▶ **What to work on**
Where in the records does the word "bridge" appear? Copy each line that holds it.

▶ **Supplied records**
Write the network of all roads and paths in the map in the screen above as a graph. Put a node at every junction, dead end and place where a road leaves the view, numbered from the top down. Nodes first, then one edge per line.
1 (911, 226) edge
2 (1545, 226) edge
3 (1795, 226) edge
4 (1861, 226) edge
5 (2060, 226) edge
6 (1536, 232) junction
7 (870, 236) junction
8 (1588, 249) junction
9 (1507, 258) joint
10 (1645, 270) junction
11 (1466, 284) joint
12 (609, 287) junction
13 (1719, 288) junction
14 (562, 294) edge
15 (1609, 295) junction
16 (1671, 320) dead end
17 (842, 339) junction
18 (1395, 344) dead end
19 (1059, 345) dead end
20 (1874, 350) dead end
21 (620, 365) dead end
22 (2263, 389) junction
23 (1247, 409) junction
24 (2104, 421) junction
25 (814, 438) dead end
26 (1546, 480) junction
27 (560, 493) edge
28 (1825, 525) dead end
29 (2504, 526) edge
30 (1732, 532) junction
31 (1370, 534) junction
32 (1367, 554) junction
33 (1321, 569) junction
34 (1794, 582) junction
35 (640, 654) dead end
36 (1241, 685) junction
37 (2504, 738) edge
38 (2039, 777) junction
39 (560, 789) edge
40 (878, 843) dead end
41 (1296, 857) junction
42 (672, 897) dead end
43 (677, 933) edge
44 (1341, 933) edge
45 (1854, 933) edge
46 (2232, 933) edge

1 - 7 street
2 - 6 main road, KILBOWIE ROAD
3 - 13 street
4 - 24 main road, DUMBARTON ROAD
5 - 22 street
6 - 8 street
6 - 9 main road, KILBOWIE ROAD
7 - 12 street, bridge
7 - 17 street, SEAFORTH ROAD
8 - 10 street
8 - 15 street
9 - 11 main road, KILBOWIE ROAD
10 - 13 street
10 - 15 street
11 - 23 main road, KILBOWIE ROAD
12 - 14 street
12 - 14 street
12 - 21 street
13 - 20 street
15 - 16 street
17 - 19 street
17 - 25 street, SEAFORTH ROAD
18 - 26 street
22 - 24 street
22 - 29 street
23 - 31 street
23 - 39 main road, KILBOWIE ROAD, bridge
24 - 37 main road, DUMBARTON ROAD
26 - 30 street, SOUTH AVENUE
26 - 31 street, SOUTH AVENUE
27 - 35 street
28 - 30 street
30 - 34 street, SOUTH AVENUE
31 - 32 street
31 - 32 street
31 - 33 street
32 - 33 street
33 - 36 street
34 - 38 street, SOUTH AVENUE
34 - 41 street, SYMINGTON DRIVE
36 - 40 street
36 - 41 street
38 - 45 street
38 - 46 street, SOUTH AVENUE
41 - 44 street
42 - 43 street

▶ **Exercise solution**
7 - 12 street, bridge
23 - 39 main road, KILBOWIE ROAD, bridge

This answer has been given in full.